What is required: Your result should be the lines holding the word "Emekukwu", copied from the entries below.

Material supplied:
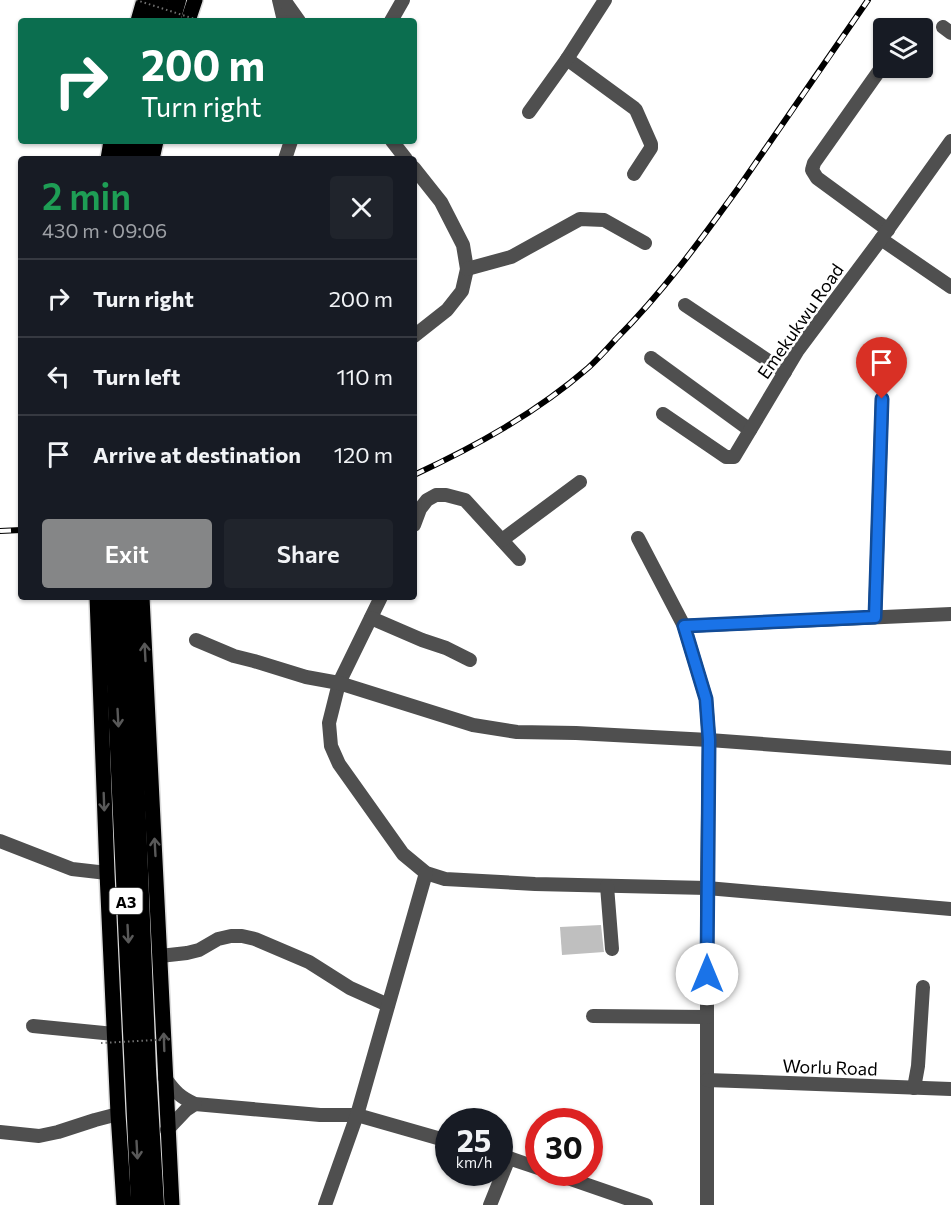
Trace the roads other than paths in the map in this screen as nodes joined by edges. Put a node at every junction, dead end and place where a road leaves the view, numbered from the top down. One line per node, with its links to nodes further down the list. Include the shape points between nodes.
1 (144, 0): 9 (main road)
2 (159, 0): 10 (highway)
3 (177, 0): 11 (highway)
4 (195, 0): 12 (main road)
5 (279, 0): 13 (street)
6 (284, 0): 14 (street)
7 (403, 0): 15 (street)
8 (605, 0): 16 (street)
9 (139, 18)
10 (155, 18)
11 (172, 18)
12 (189, 18)
13 (283, 18)
14 (297, 18)
15 (393, 18)
16 (567, 58): 18 (street); 23 (street, via 636,111 651,148)
17 (874, 78): 24 (street, via 812,170)
18 (529, 112)
19 (951, 141): 24 (street, Emekukwu Road)
20 (394, 144): 21 (street)
21 (404, 156)
22 (417, 172): 26 (street, via 441,202 463,245)
23 (634, 174)
24 (884, 235): 27 (street); 31 (street, Emekukwu Road)
25 (645, 243): 26 (street, via 604,220 580,219 512,257)
26 (467, 269): 29 (street, via 462,291 447,310)
27 (951, 287)
28 (685, 305): 31 (street)
29 (417, 334)
30 (651, 358): 34 (street)
31 (785, 372): 34 (street, Emekukwu Road)
32 (882, 399): 46 (street)
33 (663, 414): 34 (street, Emekukwu Road, via 726,457 734,457)
34 (750, 430)
35 (580, 482): 38 (street)
36 (417, 517): 38 (street, via 427,500 436,495 465,500)
37 (638, 538): 48 (street)
38 (502, 540): 39 (street)
39 (519, 559)
40 (97, 600): 55 (main road, one-way to 55)
41 (112, 600): 82 (highway, A3, one-way to 82)
42 (128, 600): 83 (highway, A3)
43 (142, 600): 61 (main road, one-way to 43)
44 (380, 600): 47 (street)
45 (951, 614): 46 (street)
46 (875, 617): 48 (street)
47 (371, 618): 50 (street); 51 (street)
48 (684, 626): 52 (street, via 706,699)
49 (196, 640): 51 (street, via 234,656)
50 (470, 660)
51 (339, 684): 52 (street, via 473,725 517,732); 56 (street, via 329,723 331,746 339,764 404,854)
52 (709, 740): 53 (street); 58 (street)
53 (951, 758)
54 (0, 841): 55 (street, via 72,869)
55 (107, 873): 67 (main road)
56 (426, 873): 57 (street, via 445,879); 63 (street)
57 (607, 886): 58 (street); 60 (street)
58 (707, 888): 59 (street); 65 (street)
59 (951, 909)
60 (612, 949)
61 (160, 956): 63 (street, via 187,953 218,939 242,936 309,962 350,988); 68 (main road, one-way to 61)
62 (923, 987): 70 (street)
63 (388, 1005): 74 (street)
64 (593, 1016): 65 (street)
65 (707, 1017): 69 (street)
66 (33, 1026): 67 (street)
67 (114, 1034): 73 (main road)
68 (165, 1078): 72 (street, via 180,1097); 75 (main road)
69 (707, 1080): 70 (street, Worlu Road); 87 (street)
70 (914, 1088): 71 (street, Worlu Road)
71 (951, 1089)
72 (195, 1104): 74 (street); 75 (street)
73 (118, 1114): 76 (street, via 39,1136); 81 (main road)
74 (357, 1115): 77 (street); 85 (street)
75 (167, 1130): 84 (main road)
76 (0, 1132)
77 (435, 1137)
78 (496, 1186): 86 (street)
79 (589, 1186): 80 (street)
80 (639, 1204)
81 (124, 1205)
82 (141, 1205)
83 (155, 1205)
84 (172, 1205)
85 (325, 1205)
86 (490, 1205)
87 (707, 1205)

Written solution:
19 (951, 141): 24 (street, Emekukwu Road)
24 (884, 235): 27 (street); 31 (street, Emekukwu Road)
31 (785, 372): 34 (street, Emekukwu Road)
33 (663, 414): 34 (street, Emekukwu Road, via 726,457 734,457)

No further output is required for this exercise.